The bigger deal is getting Bradley, because the Pads don’t exactly have Mike Cameron flanked by Babe Ruth and Ted Williams. Jose Cruz Jr. has politely fizzed back down to the decent little fourth outfielder he is, Terrmel Sledge has contributed power but not many times on base, while Brian Giles has done the opposite, with his power a mere memory. Now, if the older Giles brother can continue getting on base at a .360-plus clip, he’s an asset as a leadoff man, so plugging Bradley–once healthy–into left seems eminently sensible to me. It isn’t as if Sledge hasn’t flubbed previous opportunities, and in point of fact, Bradley’s a year younger than Sledge. While he’s perhaps as much if not more of a lightning rod as Barrett, Bradley should be an outstanding upgrade that allows the Pads to employ Russell Branyan pretty much as a pinch-hitter when he isn’t spotting for Kevin Kouzmanoff, and Hiram Bocachica primarily as a pinch-runner.

Texas Rangers
Purchased C-S Adam Melhuse from the Athletics; optioned C-R Chris Stewart to Oklahoma (Triple-A). [6/9]
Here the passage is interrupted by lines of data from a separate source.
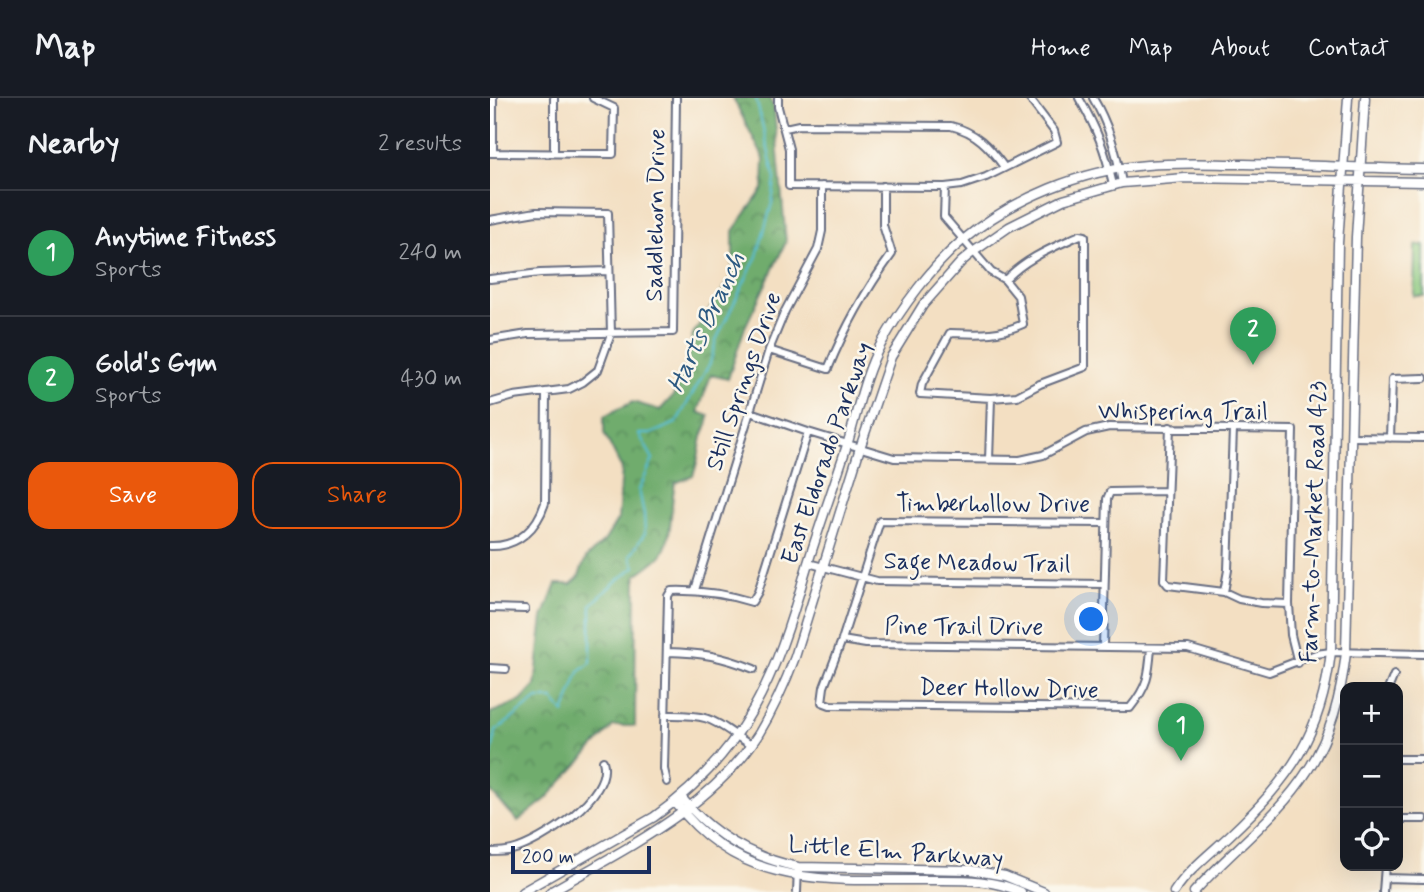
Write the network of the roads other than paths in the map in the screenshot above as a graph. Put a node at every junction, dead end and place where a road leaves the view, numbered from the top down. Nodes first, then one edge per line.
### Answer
1 (493, 98) edge
2 (554, 98) edge
3 (593, 98) edge
4 (676, 98) edge
5 (778, 98) edge
6 (1029, 98) edge
7 (1079, 98) edge
8 (1093, 98) edge
9 (1348, 98) edge
10 (1365, 98) edge
11 (785, 128) junction
12 (491, 153) edge
13 (554, 153) junction
14 (1228, 164) junction
15 (1004, 167) junction
16 (1344, 167) junction
17 (1119, 168) junction
18 (1359, 168) junction
19 (1424, 169) edge
20 (1110, 170) junction
21 (1227, 179) junction
22 (1343, 181) junction
23 (1359, 181) junction
24 (1424, 182) edge
25 (1117, 184) junction
26 (822, 186) junction
27 (883, 186) junction
28 (945, 187) junction
29 (490, 220) edge
30 (963, 240) junction
31 (973, 252) junction
32 (608, 271) junction
33 (490, 279) edge
34 (1004, 280) junction
35 (1338, 321) junction
36 (1354, 321) junction
37 (611, 334) junction
38 (490, 340) edge
39 (769, 350) junction
40 (1424, 378) edge
41 (546, 394) junction
42 (990, 398) junction
43 (490, 403) edge
44 (750, 412) junction
45 (1170, 427) junction
46 (1233, 429) junction
47 (808, 432) junction
48 (1351, 437) junction
49 (1390, 438) junction
50 (1424, 438) edge
51 (847, 444) junction
52 (860, 448) junction
53 (989, 460) junction
54 (1167, 491) junction
55 (1335, 497) junction
56 (1349, 498) junction
57 (1105, 523) junction
58 (490, 546) edge
59 (808, 563) junction
60 (823, 567) junction
61 (860, 577) junction
62 (1104, 584) junction
63 (695, 590) junction
64 (1224, 592) junction
65 (1289, 604) junction
66 (490, 608) edge
67 (525, 609) dead end
68 (842, 640) junction
69 (1103, 646) junction
70 (1151, 648) junction
71 (667, 652) junction
72 (1331, 652) junction
73 (1346, 653) junction
74 (1424, 654) edge
75 (1298, 663) junction
76 (490, 668) edge
77 (506, 669) dead end
78 (754, 669) dead end
79 (1394, 675) dead end
80 (1391, 682) edge
81 (665, 715) junction
82 (737, 736) junction
83 (750, 745) junction
84 (1403, 759) edge
85 (1424, 759) edge
86 (603, 761) dead end
87 (667, 782) dead end
88 (678, 800) junction
89 (1259, 808) junction
90 (687, 811) junction
91 (1268, 817) junction
92 (1403, 819) edge
93 (1424, 819) edge
94 (605, 844) junction
95 (490, 852) edge
96 (612, 857) junction
97 (798, 867) junction
98 (1385, 871) edge
99 (954, 875) junction
100 (798, 877) junction
101 (1384, 878) junction
102 (1424, 879) edge
103 (535, 887) edge
104 (522, 892) edge
105 (543, 892) edge
106 (550, 892) edge
107 (797, 892) edge
108 (1021, 892) edge
109 (1044, 892) edge
110 (1174, 892) edge
111 (1194, 892) edge
112 (1383, 892) edge

1 - 12 street
2 - 13 street
3 - 13 street
4 - 37 street, Saddlehorn Drive
5 - 11 street
6 - 15 street
7 - 20 street
8 - 17 street
9 - 16 main road, Farm-to-Market Road 423
10 - 18 main road, Farm-to-Market Road 423
11 - 15 street
11 - 26 street
12 - 13 street
14 - 16 main road, East Eldorado Parkway
14 - 17 main road, East Eldorado Parkway
14 - 21 main road
15 - 28 street
16 - 18 main road, East Eldorado Parkway
16 - 22 main road, Farm-to-Market Road 423
17 - 20 main road, East Eldorado Parkway
17 - 25 street
18 - 19 main road, East Eldorado Parkway
18 - 23 main road, Farm-to-Market Road 423
20 - 25 street
20 - 30 main road, East Eldorado Parkway
21 - 22 main road, East Eldorado Parkway
21 - 25 main road, East Eldorado Parkway
22 - 23 main road, East Eldorado Parkway
22 - 35 main road, Farm-to-Market Road 423
23 - 24 main road, East Eldorado Parkway
23 - 36 main road, Farm-to-Market Road 423
25 - 31 main road, East Eldorado Parkway
26 - 27 street
26 - 39 street, Still Springs Drive
27 - 28 street
27 - 39 street
28 - 30 street
29 - 32 street
30 - 31 street
30 - 51 main road, East Eldorado Parkway
31 - 34 street
31 - 52 main road, East Eldorado Parkway
32 - 33 street
32 - 37 street
34 - 42 street
34 - 42 street
35 - 36 main road
35 - 55 main road, Farm-to-Market Road 423
36 - 48 main road, Farm-to-Market Road 423
37 - 38 street
37 - 41 street
39 - 44 street, Still Springs Drive
40 - 49 street
41 - 43 street
41 - 58 street
42 - 53 street
44 - 47 street, Whispering Trail
44 - 63 street, Still Springs Drive
45 - 46 street, Whispering Trail
45 - 53 street, Whispering Trail
45 - 54 street
46 - 64 street
46 - 65 street, Whispering Trail
47 - 51 street, Whispering Trail
47 - 63 street
48 - 49 street
48 - 56 main road, Farm-to-Market Road 423
49 - 50 street
51 - 52 street, Whispering Trail
51 - 59 main road, East Eldorado Parkway
52 - 53 street, Whispering Trail
52 - 60 main road, East Eldorado Parkway
54 - 57 street
54 - 64 street
55 - 56 main road
55 - 72 main road, Farm-to-Market Road 423
56 - 73 main road, Farm-to-Market Road 423
57 - 61 street, Timberhollow Drive
57 - 62 street
59 - 60 street, Sage Meadow Trail
59 - 82 main road, East Eldorado Parkway
60 - 61 street, Sage Meadow Trail
60 - 83 main road, East Eldorado Parkway
61 - 62 street, Sage Meadow Trail
61 - 68 street
62 - 69 street
63 - 71 street
64 - 65 street
65 - 75 street
66 - 67 street
68 - 69 street, Pine Trail Drive
68 - 70 street, Deer Hollow Drive
69 - 70 street, Pine Trail Drive
70 - 75 street, Pine Trail Drive
71 - 78 street
71 - 81 street
72 - 73 street
72 - 75 street, Pine Trail Drive
72 - 89 main road, Farm-to-Market Road 423
73 - 74 street
73 - 91 main road, Farm-to-Market Road 423
76 - 77 street
79 - 80 street
81 - 82 street
81 - 87 street
82 - 83 street
82 - 88 main road, East Eldorado Parkway
83 - 90 main road, East Eldorado Parkway
84 - 85 street
86 - 95 street
88 - 90 main road, Little Elm Parkway
88 - 94 main road, East Eldorado Parkway
89 - 91 main road
89 - 110 main road, Farm-to-Market Road 423
90 - 96 main road, East Eldorado Parkway
90 - 97 main road, Little Elm Parkway
90 - 100 main road, Little Elm Parkway
91 - 111 main road, Farm-to-Market Road 423
92 - 93 street
94 - 96 main road
94 - 103 main road, East Eldorado Parkway
96 - 106 main road, East Eldorado Parkway
97 - 99 main road, Little Elm Parkway
97 - 100 street
98 - 101 street
99 - 100 main road, Little Elm Parkway
99 - 108 main road, Little Elm Parkway
99 - 109 main road, Little Elm Parkway
100 - 107 street
101 - 102 street
101 - 112 street
103 - 104 main road, East Eldorado Parkway
103 - 105 street

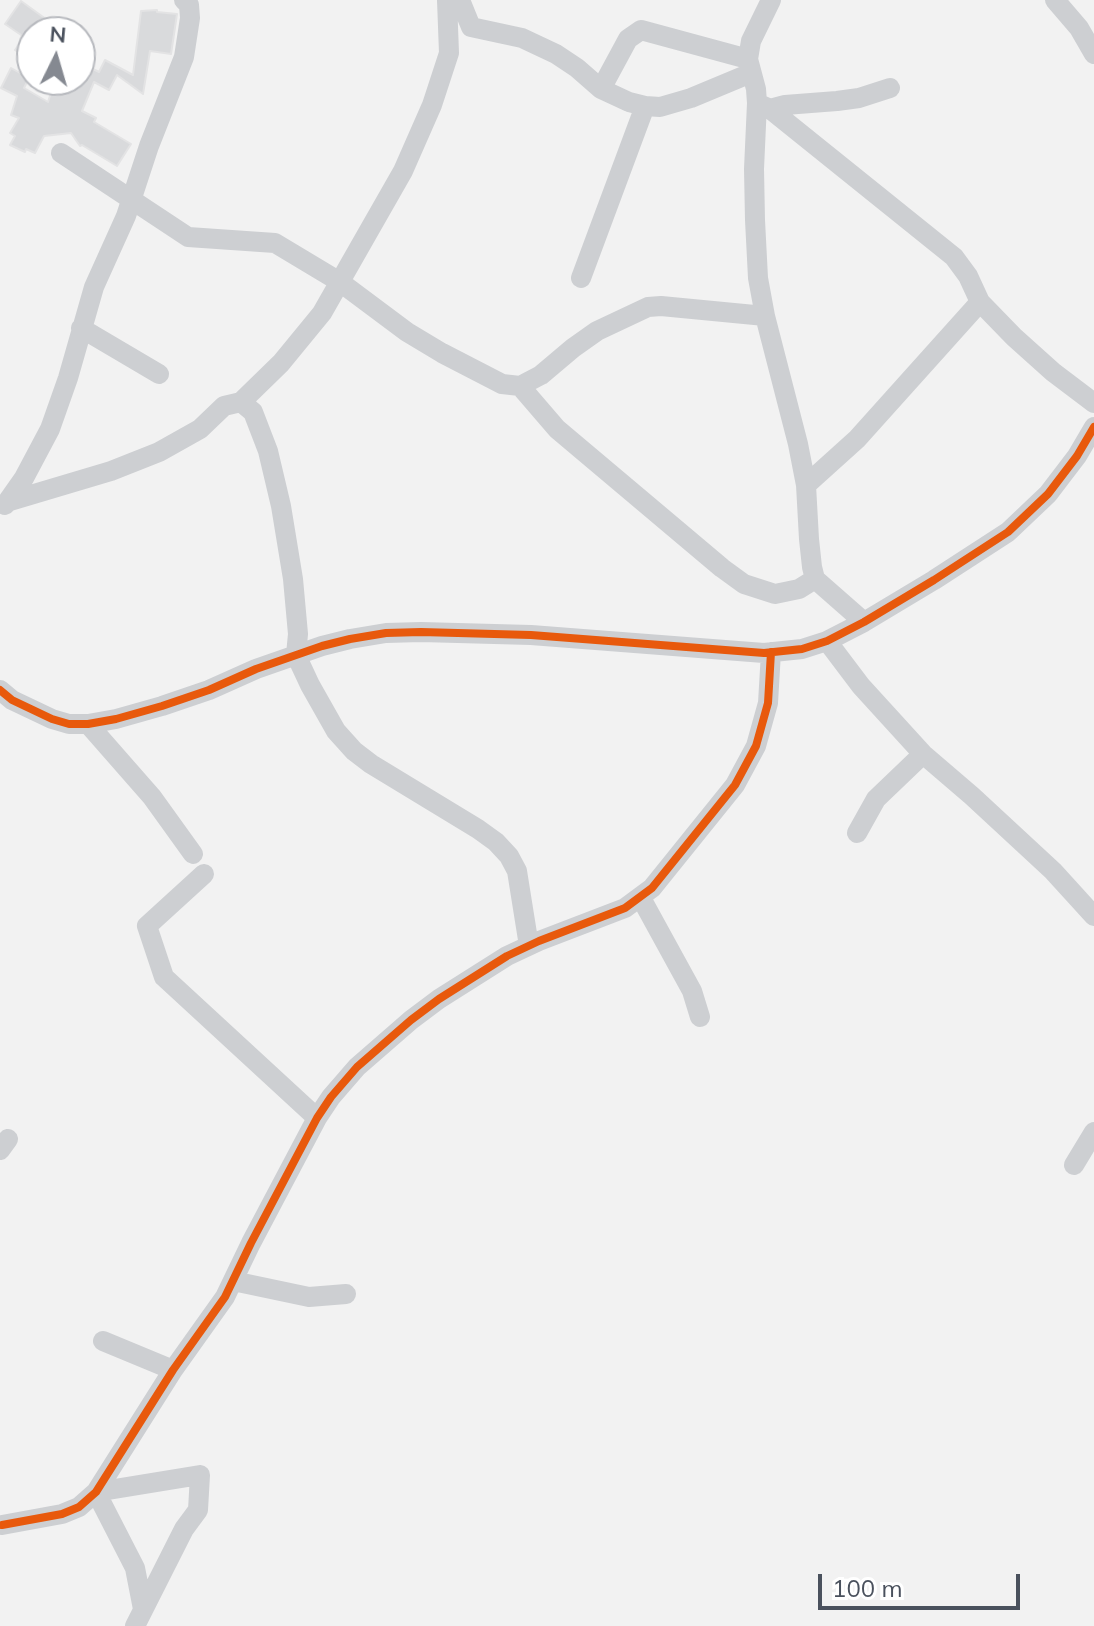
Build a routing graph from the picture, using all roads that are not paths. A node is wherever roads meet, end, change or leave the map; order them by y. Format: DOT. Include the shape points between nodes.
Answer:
graph roads {
  1 [pos="184,0"];
  2 [pos="447,0"];
  3 [pos="460,0"];
  4 [pos="771,0"];
  5 [pos="1055,0"];
  6 [pos="1094,54"];
  7 [pos="749,66"];
  8 [pos="890,88"];
  9 [pos="601,89"];
  10 [pos="645,106"];
  11 [pos="763,106"];
  12 [pos="61,153"];
  13 [pos="131,200"];
  14 [pos="581,278"];
  15 [pos="340,282"];
  16 [pos="980,302"];
  17 [pos="765,316"];
  18 [pos="81,328"];
  19 [pos="159,374"];
  20 [pos="520,386"];
  21 [pos="241,402"];
  22 [pos="1094,403"];
  23 [pos="1094,427"];
  24 [pos="806,485"];
  25 [pos="4,507"];
  26 [pos="815,579"];
  27 [pos="864,622"];
  28 [pos="827,641"];
  29 [pos="771,652"];
  30 [pos="296,655"];
  31 [pos="0,690"];
  32 [pos="88,724"];
  33 [pos="923,754"];
  34 [pos="857,833"];
  35 [pos="193,854"];
  36 [pos="204,874"];
  37 [pos="641,898"];
  38 [pos="1094,916"];
  39 [pos="529,946"];
  40 [pos="700,1017"];
  41 [pos="317,1118"];
  42 [pos="1094,1132"];
  43 [pos="1074,1165"];
  44 [pos="233,1281"];
  45 [pos="346,1294"];
  46 [pos="103,1341"];
  47 [pos="173,1370"];
  48 [pos="96,1492"];
  49 [pos="1,1529"];
  50 [pos="139,1618"];
  1 -- 13 [label="street" via="190,18 184,57"];
  2 -- 15 [label="street" via="449,53 432,105 403,171"];
  3 -- 9 [label="street" via="471,27 522,38 556,54"];
  4 -- 7 [label="street" via="751,41"];
  5 -- 6 [label="street"];
  7 -- 9 [label="street" via="641,30 628,39"];
  7 -- 10 [label="street" via="680,101"];
  7 -- 11 [label="street"];
  8 -- 11 [label="street" via="859,98"];
  9 -- 10 [label="street"];
  10 -- 14 [label="street"];
  11 -- 16 [label="street" via="954,257"];
  11 -- 17 [label="street" via="754,169 758,278"];
  12 -- 13 [label="street"];
  13 -- 15 [label="street" via="188,237 275,243"];
  13 -- 18 [label="street"];
  15 -- 20 [label="street" via="442,353 502,384"];
  15 -- 21 [label="street" via="300,341"];
  16 -- 22 [label="street"];
  16 -- 24 [label="street" via="857,439"];
  17 -- 20 [label="street" via="648,307 597,331"];
  17 -- 24 [label="street"];
  18 -- 19 [label="street"];
  18 -- 25 [label="street" via="50,429"];
  20 -- 26 [label="street" via="557,429 744,584 775,594"];
  21 -- 25 [label="street" via="224,406 200,429 159,452"];
  21 -- 30 [label="street" via="253,412 281,506 293,579"];
  23 -- 27 [label="street" via="1048,494 1008,532"];
  24 -- 26 [label="street"];
  26 -- 27 [label="street"];
  27 -- 28 [label="street"];
  28 -- 29 [label="street"];
  28 -- 33 [label="street"];
  29 -- 30 [label="street" via="421,632 350,639"];
  29 -- 37 [label="street" via="768,703 756,746 735,785"];
  30 -- 32 [label="street" via="162,706"];
  30 -- 39 [label="street" via="336,731 354,751 487,835 509,856 517,871"];
  31 -- 32 [label="street" via="52,719"];
  32 -- 35 [label="street"];
  33 -- 34 [label="street" via="876,799"];
  33 -- 38 [label="street"];
  36 -- 41 [label="street" via="147,926 164,977"];
  37 -- 39 [label="street"];
  37 -- 40 [label="street" via="692,991"];
  39 -- 41 [label="street" via="411,1020 357,1067"];
  41 -- 44 [label="street"];
  42 -- 43 [label="street"];
  44 -- 45 [label="street" via="309,1297"];
  44 -- 47 [label="street"];
  46 -- 47 [label="street"];
  47 -- 48 [label="street"];
  48 -- 49 [label="street" via="62,1514"];
  48 -- 50 [label="street" via="135,1568"];
  48 -- 50 [label="street" via="200,1475 198,1510"];
}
I don’t want to wax poetic on the virtues of Melhuse, but I’m glad to see him get a shot at some real at-bats, and plugging him in as Gerald Laird’s caddy gives the Rangers a slightly better mix. a switch-hitter who still has some pop behind Laird’s more general all-around usefulness (this year’s slow starstrikes me as anomalous), plus another guy that Ron Washington is familiar with from their days in Oakland. Stewart isn’t the worst backup to have around, but he’s a better fit with a team that has a good-hitting regular, and while the Rangers had reason to believe that’s what they have in Laird, if they wind up with a more solid arrangement where Melhuse can take the starts against the tougher right-handers, it should help Laird’s productivity while buying him some more regular rest behind the plate. As remarkable as first Jim Sundberg and later Ivan Rodriguez were for their durability in handling as much of the catching duties as they did, they rank among the most exceptionally rugged catchers of the last 50 years, and shouldn’t be seen as useful in-house suggestions for how much of a workload Laird can handle.

Washington Nationals
Dealt OF-R Darnell McDonald to the Twins for the right to keep RHP Levale Speigner, and then (perhaps paradoxically) outrighted Speigner to Columbus (Triple-A). [6/24]

Well, they liked the guy well enough to throw the Twins a minor league free agent, which isn’t really all bad or good. Speigner isn’t one of the better arms to come out of the prodigious Twins farm system, but in the Nats’ chain he’s a prospect, and he had his moments coming out of the pen. I’m impressed that the Nats actually put Speigner to work-wags might comment on the extent to which they had little choice, naturally-but they’ve done likewise with Jesus Flores behind the plate. Having tested Speigner and found him unready, I think it’s also a positive to keep him in the organization at this low, low price. Somebody sees something in him, and if the total cost was the money to pick him in the Rule 5 draft plus two months or so of Darnell McDonald’s time, that’s still a relatively cheap way to indulge your curiosity.